Der Friedensvertrag zwischen Israel und den Vereinigten Arabischen Emiraten (VAE) könnte am Beginn einer Neuzeichnung der politisch-strategischen Landkarte des Nahen Ostens stehen. Ein Gespräch mit dem Botschafter der VAE in Wien, Ibrahim Salim Al Musharrakh.
Von Michael J. Reinprecht
NU: Herr Botschafter, welche wirtschaftlichen und politischen Auswirkungen des Mitte September unterzeichneten „Abraham-Abkommens“ zwischen Israel und den Vereinigten Arabischen Emiraten sehen Sie? Bahrain, jüngst auch Sudan, haben ähnliche Verträge mit Israel abgeschlossen. Wird das die Region beeinflussen?
Ibrahim Salim Al Musharrakh: Das „Abraham-Abkommen“ ermöglicht den VAE und Israel, konstruktive Beziehungen auf verschiedenen Ebenen zu entwickeln. Dieser Vertrag stärkt Frieden, Sicherheit und Stabilität der gesamten Region. Zugleich eröffnet er der Jugend beider Länder und ihrer Nachbarn neue Möglichkeiten. Er stellt die bilateralen Beziehungen beider Länder auf eine solide Grundlage: Das betrifft weite Bereiche, wie die Wirtschaft, Gesundheit, Tourismus, Energie, Technologie und Kultur. Israels Wirtschaft boomt, es ist ein in verschiedenen Bereichen, etwa der Technologie, führendes Land. Der Abschluss des „Abraham-Abkommens“ hat aber auch einen positiven Einfluss auf die anderen Länder der Region. Denn er zeigt, dass multilaterale Zusammenarbeit Spannungen reduzieren und Vertrauen aufbauen kann. Das langfristige Ergebnis wird eine ökonomisch florierende und politisch stabile Region sein. Israel ist ein Partner. Ein Partner für die gesamte Region.
Welche Auswirkungen wird das Abkommen auf die geostrategische Landschaft des Nahen und Mittleren Ostens haben?
Führen wir uns die bisherigen Friedensverträge Israels mit Ägypten 1979 und Jordanien 1994 und deren Ergebnisse vor Augen: Diesen Beispielen wollen die „Abraham-Verträge“ folgen. Geopolitische Veränderungen hängen natürlich von mehreren Faktoren ab. Aber das Vertragswerk zwischen den Vereinigten Arabischen Emiraten und Israel hat das Potenzial, jene Kräfte zu stärken, die überzeugt sind, dass die Zukunft der Region in der Akzeptanz von Israel als strategischem Partner liegt. Darüber hinaus wird der Friedensvertrag die Zusammenarbeit im Bereich der Sicherheit fördern. Und da liegen einige Herausforderungen vor uns.

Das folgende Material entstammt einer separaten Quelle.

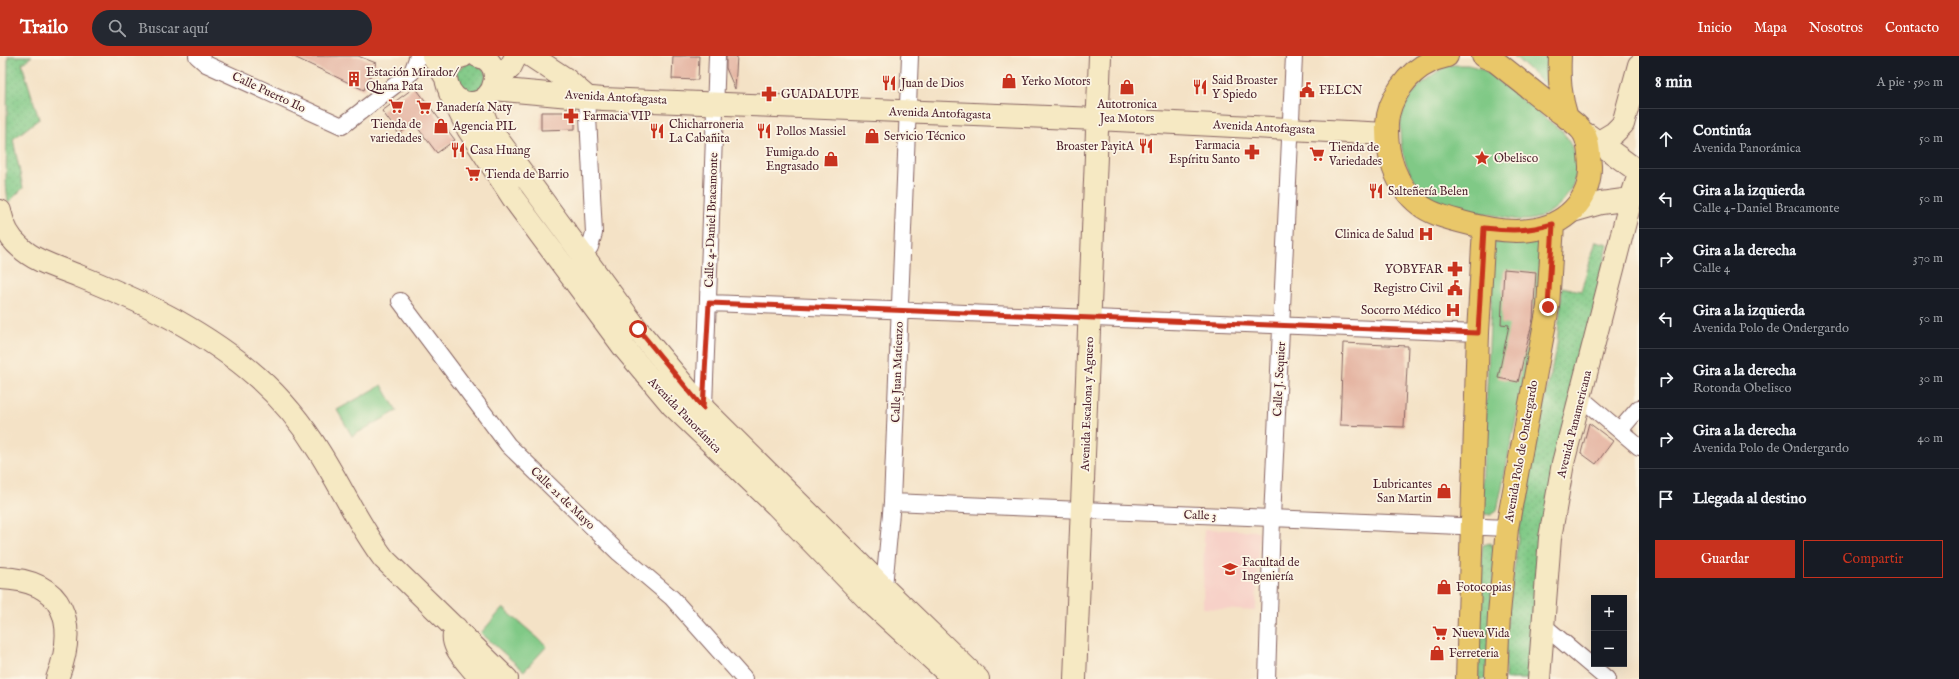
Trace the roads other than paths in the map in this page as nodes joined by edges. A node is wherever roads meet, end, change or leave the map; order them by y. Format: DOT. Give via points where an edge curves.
graph roads {
  1 [pos="198,56"];
  2 [pos="418,56"];
  3 [pos="433,56"];
  4 [pos="471,56"];
  5 [pos="516,56"];
  6 [pos="531,56"];
  7 [pos="717,56"];
  8 [pos="910,56"];
  9 [pos="1100,56"];
  10 [pos="1294,56"];
  11 [pos="1447,56"];
  12 [pos="1483,56"];
  13 [pos="1560,56"];
  14 [pos="1639,64"];
  15 [pos="448,85"];
  16 [pos="489,91"];
  17 [pos="587,97"];
  18 [pos="715,102"];
  19 [pos="908,112"];
  20 [pos="1567,118"];
  21 [pos="1097,119"];
  22 [pos="1291,129"];
  23 [pos="1387,134"];
  24 [pos="1591,137"];
  25 [pos="1639,173"];
  26 [pos="1635,199"];
  27 [pos="0,211"];
  28 [pos="1573,211"];
  29 [pos="1553,224"];
  30 [pos="1484,228"];
  31 [pos="583,254"];
  32 [pos="400,301"];
  33 [pos="709,303"];
  34 [pos="619,304"];
  35 [pos="900,311"];
  36 [pos="602,318"];
  37 [pos="1090,318"];
  38 [pos="1282,326"];
  39 [pos="1478,333"];
  40 [pos="1580,397"];
  41 [pos="1639,408"];
  42 [pos="697,416"];
  43 [pos="1620,430"];
  44 [pos="1639,447"];
  45 [pos="892,502"];
  46 [pos="1083,510"];
  47 [pos="1272,518"];
  48 [pos="1473,527"];
  49 [pos="1507,528"];
  50 [pos="0,578"];
  51 [pos="878,596"];
  52 [pos="1543,625"];
  53 [pos="456,628"];
  54 [pos="57,679"];
  55 [pos="480,679"];
  56 [pos="507,679"];
  57 [pos="744,679"];
  58 [pos="954,679"];
  59 [pos="978,679"];
  60 [pos="1075,679"];
  61 [pos="1267,679"];
  62 [pos="1467,679"];
  63 [pos="1496,679"];
  64 [pos="1539,679"];
  65 [pos="1607,679"];
  1 -- 2 [label="street, Calle Puerto Ilo" via="206,64 342,126 412,72"];
  3 -- 15 [label="street, Avenida Panorámica"];
  4 -- 15 [label="street" via="453,62"];
  4 -- 16 [label="street" via="493,67"];
  5 -- 16 [label="street" via="510,68"];
  6 -- 17 [label="street" via="566,79"];
  7 -- 18 [label="street, Calle 4-Daniel Bracamonte"];
  8 -- 19 [label="street, Calle Juan Matienzo"];
  9 -- 21 [label="street, Avenida Escalona y Aguero"];
  10 -- 22 [label="street, Calle J. Sequier"];
  11 -- 23 [label="main road" via="1429,62 1408,78 1395,96 1387,118"];
  12 -- 20 [label="main road" via="1495,61"];
  13 -- 20 [label="main road" via="1559,85"];
  14 -- 24 [label="street" via="1622,124 1614,133"];
  15 -- 16 [label="street" via="463,102"];
  15 -- 36 [label="street, Avenida Panorámica" via="468,128 513,198"];
  16 -- 17 [label="street, Avenida Antofagasta"];
  16 -- 31 [label="street, Avenida Panorámica" via="486,122"];
  17 -- 18 [label="street, Avenida Antofagasta"];
  17 -- 31 [label="street" via="594,233 590,247"];
  18 -- 19 [label="street, Avenida Antofagasta"];
  18 -- 33 [label="street, Calle 4-Daniel Bracamonte"];
  19 -- 21 [label="street, Avenida Antofagasta"];
  19 -- 35 [label="street, Calle Juan Matienzo"];
  20 -- 24 [label="main road"];
  21 -- 22 [label="street, Avenida Antofagasta"];
  21 -- 37 [label="street, Avenida Escalona y Aguero"];
  22 -- 23 [label="street, Avenida Antofagasta"];
  22 -- 38 [label="street, Calle J. Sequier"];
  23 -- 30 [label="main road" via="1388,152 1393,166 1403,187 1420,205 1442,217"];
  24 -- 25 [label="street"];
  24 -- 28 [label="main road" via="1590,176 1584,196"];
  25 -- 26 [label="street, Avenida Panamericana"];
  26 -- 28 [label="street" via="1601,202"];
  26 -- 40 [label="street, Avenida Panamericana"];
  27 -- 53 [label="street" via="4,226 20,248 175,320 246,366 267,384 288,406 320,451 368,539 384,559"];
  28 -- 29 [label="main road"];
  29 -- 30 [label="main road" via="1531,230"];
  29 -- 49 [label="main road, Avenida Polo de Ondergardo" via="1548,307"];
  30 -- 39 [label="main road"];
  31 -- 34 [label="street, Avenida Panorámica"];
  32 -- 57 [label="street, Calle 21 de Mayo" via="508,445 619,553 672,598"];
  33 -- 35 [label="street"];
  33 -- 42 [label="street, Calle 4-Daniel Bracamonte"];
  34 -- 36 [label="street"];
  34 -- 42 [label="street, Avenida Panorámica" via="676,377"];
  35 -- 37 [label="street"];
  35 -- 45 [label="street, Calle Juan Matienzo"];
  36 -- 42 [label="street, Avenida Panorámica" via="625,349"];
  37 -- 38 [label="street"];
  37 -- 46 [label="street, Avenida Escalona y Aguero"];
  38 -- 39 [label="street"];
  38 -- 47 [label="street, Calle J. Sequier"];
  39 -- 48 [label="main road"];
  40 -- 43 [label="street"];
  40 -- 52 [label="street, Avenida Panamericana" via="1563,463 1550,538"];
  41 -- 43 [label="street"];
  42 -- 51 [label="street, Avenida Panorámica"];
  43 -- 44 [label="street"];
  45 -- 46 [label="street, Calle 3"];
  45 -- 51 [label="street, Calle Juan Matienzo"];
  46 -- 47 [label="street, Calle 3"];
  46 -- 60 [label="street, Avenida Escalona y Aguero"];
  47 -- 48 [label="street, Calle 3"];
  47 -- 61 [label="street, Calle J. Sequier"];
  48 -- 49 [label="street, Calle 3"];
  48 -- 62 [label="main road"];
  49 -- 63 [label="main road, Avenida Polo de Ondergardo"];
  50 -- 54 [label="street" via="22,580 37,587 53,596 63,610 68,641"];
  51 -- 58 [label="street, Avenida Panorámica"];
  51 -- 59 [label="street, Avenida Panorámica"];
  52 -- 64 [label="street, Avenida Panamericana"];
  52 -- 65 [label="street"];
  53 -- 55 [label="street" via="454,637 461,656"];
  53 -- 56 [label="street"];
}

Fürchtet Ihre Regierung nicht, dass die VAE mit diesem Abkommen den Interessen der Palästinenser schaden?
Nein, ganz im Gegenteil! Die „Abraham-Verträge“ bieten den Palästinensern gute Möglichkeiten: Es sind ja die Annexionspläne gestoppt, und dadurch steigen die Chancen auf die Wiederaufnahme von Verhandlungen mit dem Ziel, den Nahostkonflikt zu beenden. Wir glauben, dass die Palästinenser durch unseren Vertrag mit Israel Vorteile haben. Die Palästinenserfrage ist auch immer im Zentrum der Außenpolitik der Vereinigten Arabischen Emirate gestanden. Nach wie vor betrachten wir die arabische Friedensinitiative von 2002 als Roadmap zur Beendigung des Konflikts durch eine Zwei-Staaten-Lösung.
Sehen Sie die „Abraham-Verträge“ nicht auch vor dem Hintergrund des Konflikts zwischen iranischen und arabischen Interessensphären? Haben die Verträge mit einem gewissen Antagonismus zwischen Sunniten und Schiiten zu tun?
Nein, das sehe ich überhaupt nicht so. Denn die VAE nehmen eine Position ein, die alles tut, um Konflikte in der Region zu deeskalieren. Ich bin überzeugt, dass die „Abraham-Verträge“ einen wichtigen Beitrag zu einer stabilen Nachbarschaft leisten: durch die Förderung von Zusammenarbeit und den zunehmenden Fokus auf multilaterale Lösungsansätze. Diese sind Voraussetzung für den Frieden im Nahen und Mittleren Osten.